The training device 520 may perform a pre-training process on a to-be-trained neural network (for example, the first language model and the second language model in embodiments of this application) based on the training sample maintained in the database 530, to obtain the target model/rule 501.
It should be understood that the training device 520 may perform the pre-training process on the to-be-trained neural network based on the training sample maintained in the database 530, or perform fine-tuning on a model based on pre-training.
It should be noted that during actual application, the training sample maintained in the database 530 is not necessarily collected by the data collection device 560, and may be received from another device. In addition, it should be noted that the training device 520 does not necessarily train the target model/rule 501 completely based on the training sample maintained in the database 530, and may perform model training by obtaining a training sample from a cloud or another place. The foregoing descriptions should not be construed as a limitation on embodiments of this application.

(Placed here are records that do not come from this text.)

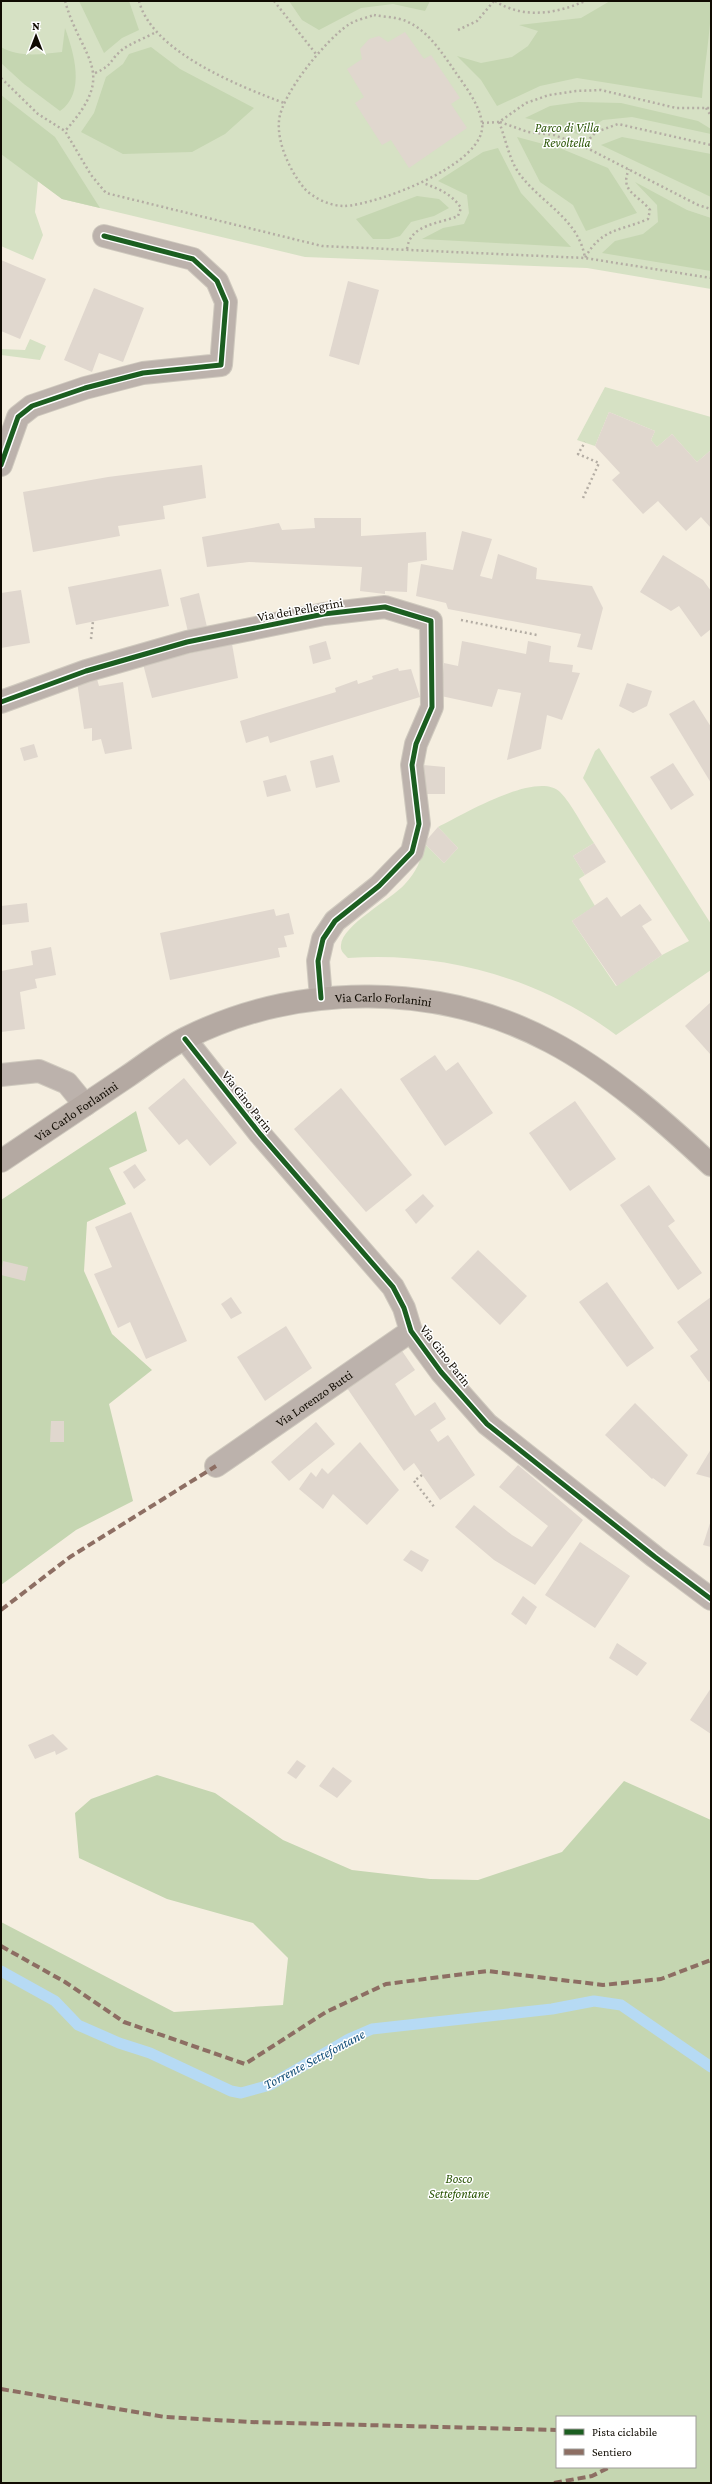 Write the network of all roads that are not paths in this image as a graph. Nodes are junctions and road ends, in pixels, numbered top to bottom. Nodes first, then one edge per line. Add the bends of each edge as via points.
1 (104, 236) dead end
2 (1, 465) edge
3 (1, 702) edge
4 (321, 998) junction
5 (185, 1039) junction
6 (1, 1075) edge
7 (85, 1105) junction
8 (1, 1162) edge
9 (711, 1165) edge
10 (412, 1331) junction
11 (216, 1466) dead end
12 (711, 1598) edge

1 - 2 street via 193,258 217,281 226,302 221,365 143,373 85,388 32,406 18,417
3 - 4 street, Via dei Pellegrini via 86,670 187,642 324,614 385,607 431,621 432,707 416,744 412,765 419,824 412,852 379,886 335,921 323,939 318,961
4 - 5 main road, Via Carlo Forlanini via 247,1014
4 - 9 main road, Via Carlo Forlanini via 412,998 460,1007 511,1023 552,1042 593,1068 666,1125
5 - 7 main road, Via Carlo Forlanini
5 - 10 street, Via Gino Parin via 260,1134 393,1287
6 - 7 street via 39,1072 67,1083
7 - 8 main road, Via Carlo Forlanini
10 - 11 street, Via Lorenzo Butti
10 - 12 street, Via Gino Parin via 442,1372 487,1424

The target model/rule 501 obtained through training by the training device 520 may be applied to different systems or devices, for example, applied to the execution device 510 shown in FIG. 1d. The execution device 510 may be a vehicle, a robot, or the like.
Specifically, the training device 520 may transfer a trained model to the execution device 510.
The execution device 510 may be a vehicle or a robot. In an embodiment, the training device 520 may perform a model pre-training or fine-tuning process, and deploy a trained model in the execution device 510. The execution device 510 may execute the trained model, to implement the data processing method in embodiments of this application.
In FIG. 1d, an input/output (I/O) interface 512 is configured in the execution device 510, and is configured to exchange data with an external device. A user may input data (for example, a navigation request or a task execution request in embodiments of this application) to the I/O interface 512 through the client device 540. In addition, the input data may further include the sensor data.
The preprocessing module 513 and the preprocessing module 514 are configured to perform preprocessing based on the input data received by the I/O interface 512. It should be understood that there may be no preprocessing module 513 and preprocessing module 514, or there may be only one preprocessing module. When the preprocessing module 513 and the preprocessing module 514 do not exist, the computing module 511 may be directly used to process the input data.
When the execution device 510 preprocesses the input data, or when the computing module 511 of the execution device 510 performs related processing such as calculation, the execution device 510 may invoke data, code, and the like in the data storage system 550 for corresponding processing, or may store, into the data storage system 550, data, instructions, and the like obtained through corresponding processing.
Finally, the I/O interface 512 provides a processing result for the client device 540, to provide the processing result for the user.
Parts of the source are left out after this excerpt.